● YOUR ASSIGNMENT
Without the pictures, reproduce the records that follow exactly.

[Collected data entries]
-------

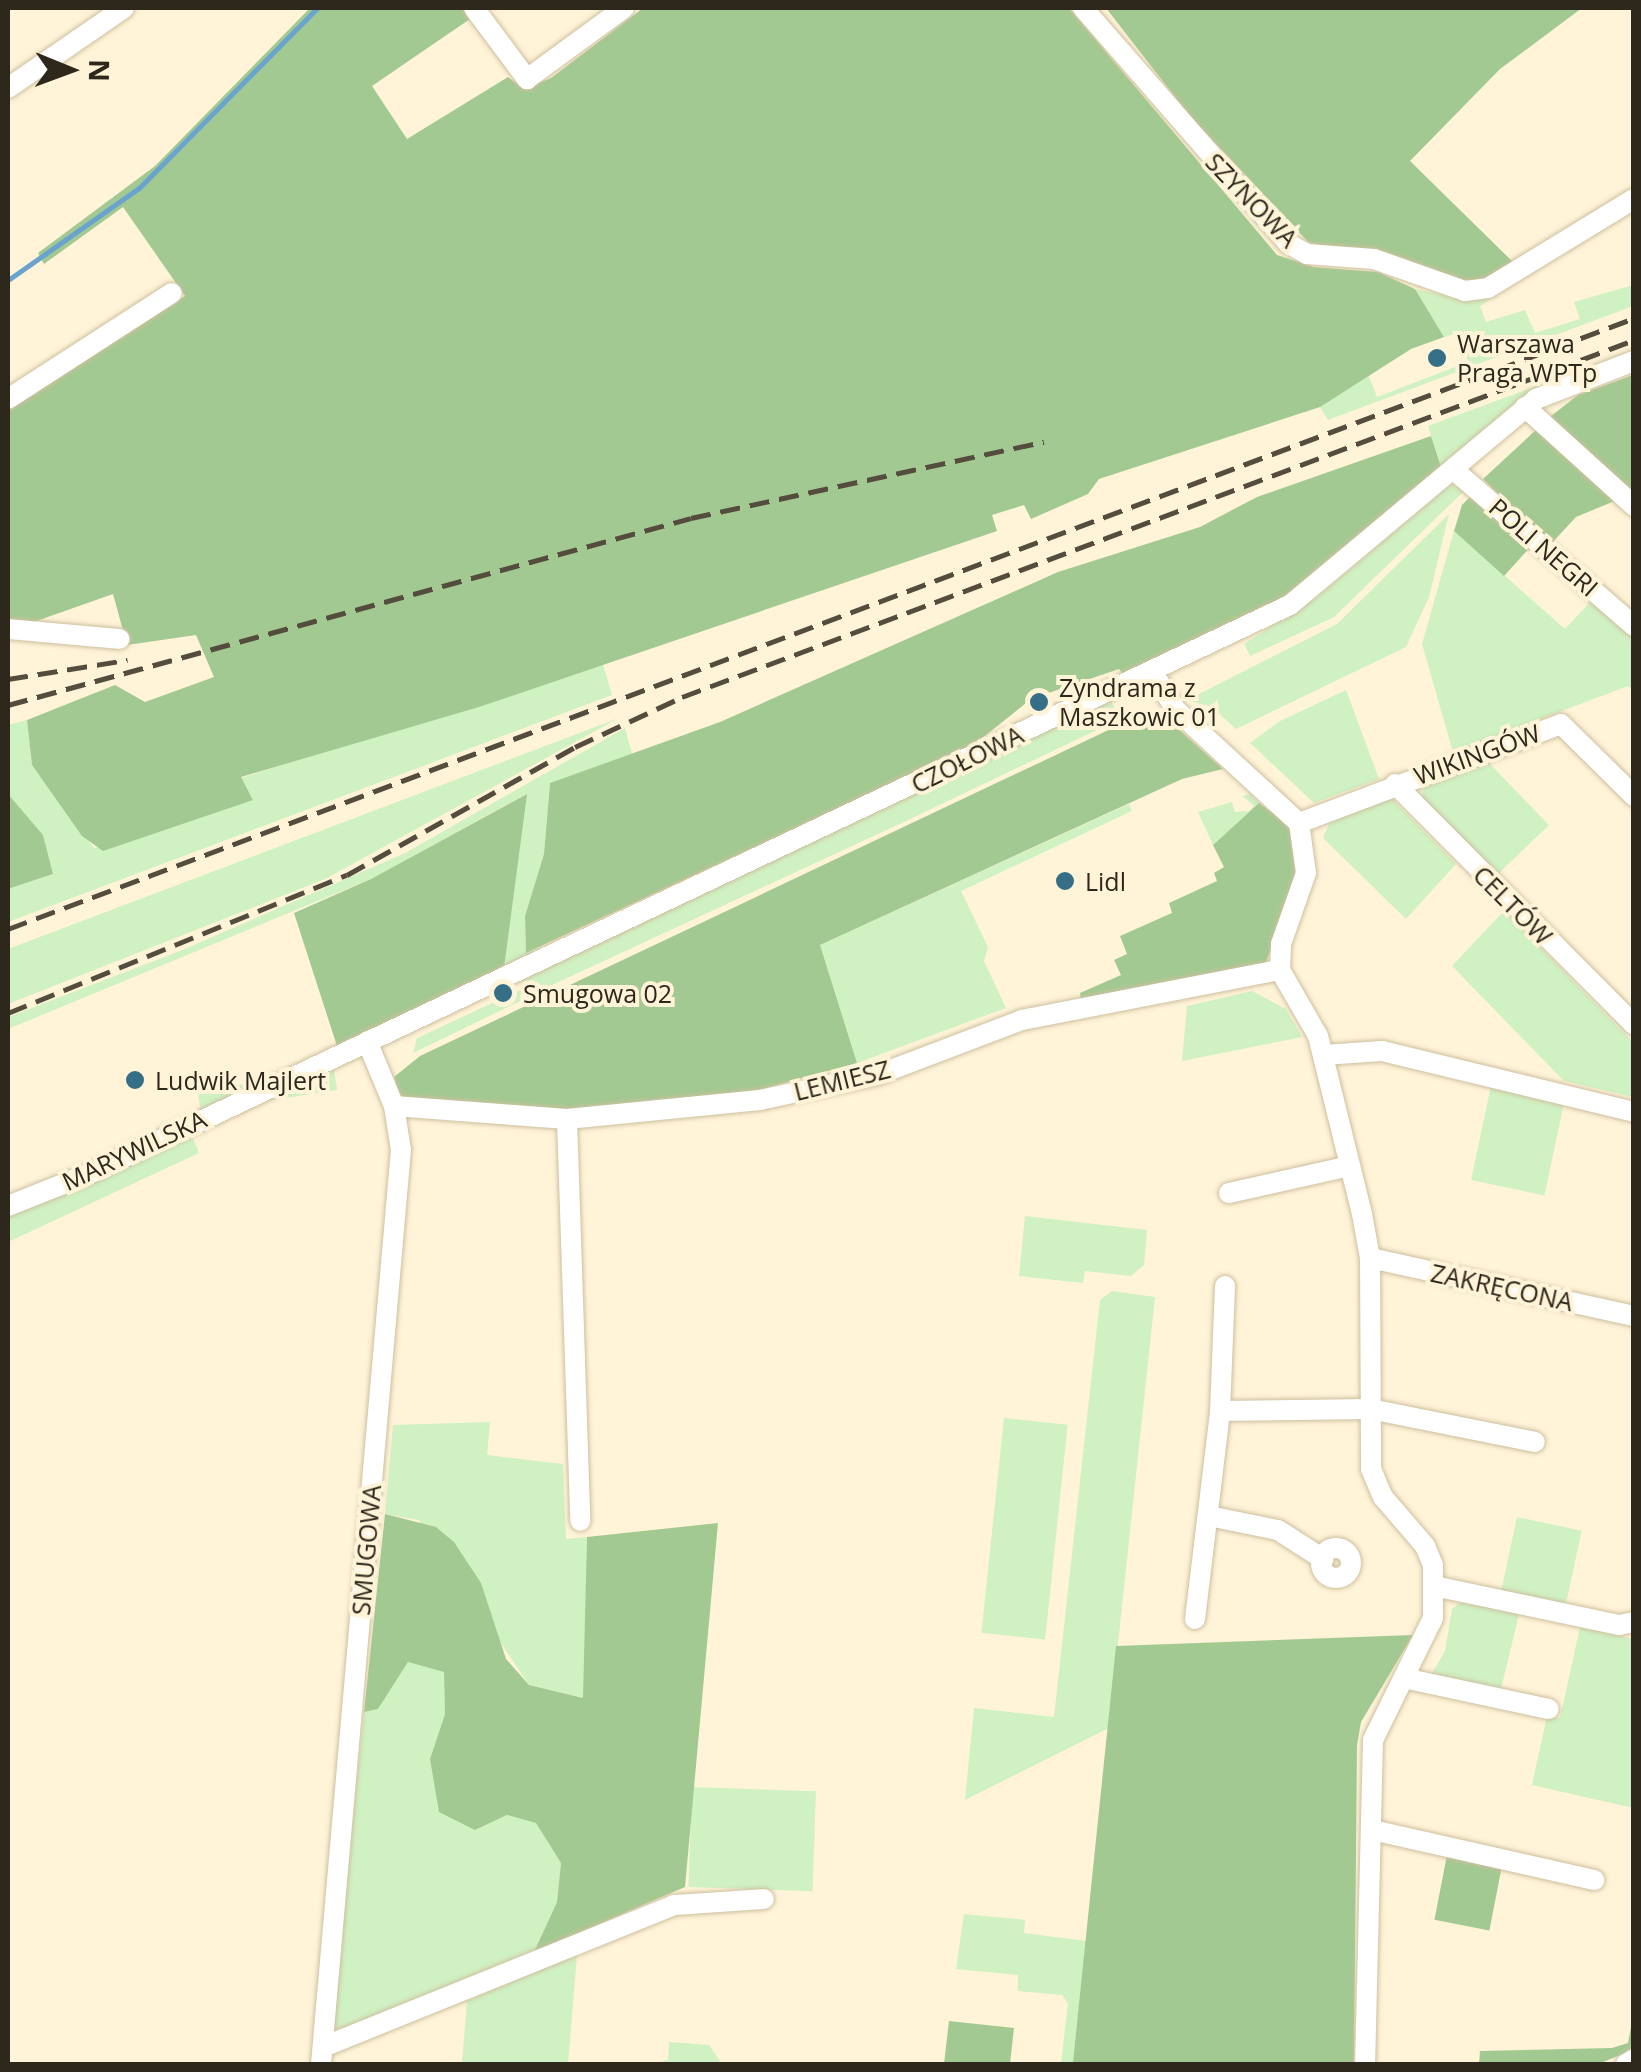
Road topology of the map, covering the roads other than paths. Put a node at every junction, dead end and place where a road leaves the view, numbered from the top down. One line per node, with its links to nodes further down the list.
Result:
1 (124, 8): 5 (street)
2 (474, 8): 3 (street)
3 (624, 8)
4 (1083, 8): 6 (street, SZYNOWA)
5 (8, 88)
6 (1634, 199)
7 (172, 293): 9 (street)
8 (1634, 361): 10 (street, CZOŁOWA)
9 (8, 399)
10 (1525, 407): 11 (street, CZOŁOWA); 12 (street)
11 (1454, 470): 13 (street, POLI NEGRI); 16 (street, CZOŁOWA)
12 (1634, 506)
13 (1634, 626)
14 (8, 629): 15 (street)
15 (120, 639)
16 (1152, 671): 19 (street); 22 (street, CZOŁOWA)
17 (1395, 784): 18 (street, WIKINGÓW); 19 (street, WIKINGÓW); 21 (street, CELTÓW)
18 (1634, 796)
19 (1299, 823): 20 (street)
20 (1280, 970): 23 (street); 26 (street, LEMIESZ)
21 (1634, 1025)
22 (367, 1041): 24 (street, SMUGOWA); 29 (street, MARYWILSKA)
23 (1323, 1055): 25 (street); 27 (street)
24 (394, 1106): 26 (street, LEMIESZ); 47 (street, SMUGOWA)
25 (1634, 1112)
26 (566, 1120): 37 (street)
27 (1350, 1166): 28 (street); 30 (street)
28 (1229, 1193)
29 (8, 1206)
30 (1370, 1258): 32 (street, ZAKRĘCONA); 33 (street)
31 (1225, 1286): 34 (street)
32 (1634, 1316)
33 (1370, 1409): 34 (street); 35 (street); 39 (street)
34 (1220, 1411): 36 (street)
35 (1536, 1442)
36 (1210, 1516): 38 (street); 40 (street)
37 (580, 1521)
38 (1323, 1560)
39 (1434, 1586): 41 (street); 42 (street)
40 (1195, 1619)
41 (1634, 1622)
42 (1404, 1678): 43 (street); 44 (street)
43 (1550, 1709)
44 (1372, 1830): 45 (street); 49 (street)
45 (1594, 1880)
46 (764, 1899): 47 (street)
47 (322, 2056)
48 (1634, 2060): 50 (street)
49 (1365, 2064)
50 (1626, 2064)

-------

● RESPONSE BOX
Road topology of the map, covering the roads other than paths. Put a node at every junction, dead end and place where a road leaves the view, numbered from the top down. One line per node, with its links to nodes further down the list.
Result:
1 (124, 8): 5 (street)
2 (474, 8): 3 (street)
3 (624, 8)
4 (1083, 8): 6 (street, SZYNOWA)
5 (8, 88)
6 (1634, 199)
7 (172, 293): 9 (street)
8 (1634, 361): 10 (street, CZOŁOWA)
9 (8, 399)
10 (1525, 407): 11 (street, CZOŁOWA); 12 (street)
11 (1454, 470): 13 (street, POLI NEGRI); 16 (street, CZOŁOWA)
12 (1634, 506)
13 (1634, 626)
14 (8, 629): 15 (street)
15 (120, 639)
16 (1152, 671): 19 (street); 22 (street, CZOŁOWA)
17 (1395, 784): 18 (street, WIKINGÓW); 19 (street, WIKINGÓW); 21 (street, CELTÓW)
18 (1634, 796)
19 (1299, 823): 20 (street)
20 (1280, 970): 23 (street); 26 (street, LEMIESZ)
21 (1634, 1025)
22 (367, 1041): 24 (street, SMUGOWA); 29 (street, MARYWILSKA)
23 (1323, 1055): 25 (street); 27 (street)
24 (394, 1106): 26 (street, LEMIESZ); 47 (street, SMUGOWA)
25 (1634, 1112)
26 (566, 1120): 37 (street)
27 (1350, 1166): 28 (street); 30 (street)
28 (1229, 1193)
29 (8, 1206)
30 (1370, 1258): 32 (street, ZAKRĘCONA); 33 (street)
31 (1225, 1286): 34 (street)
32 (1634, 1316)
33 (1370, 1409): 34 (street); 35 (street); 39 (street)
34 (1220, 1411): 36 (street)
35 (1536, 1442)
36 (1210, 1516): 38 (street); 40 (street)
37 (580, 1521)
38 (1323, 1560)
39 (1434, 1586): 41 (street); 42 (street)
40 (1195, 1619)
41 (1634, 1622)
42 (1404, 1678): 43 (street); 44 (street)
43 (1550, 1709)
44 (1372, 1830): 45 (street); 49 (street)
45 (1594, 1880)
46 (764, 1899): 47 (street)
47 (322, 2056)
48 (1634, 2060): 50 (street)
49 (1365, 2064)
50 (1626, 2064)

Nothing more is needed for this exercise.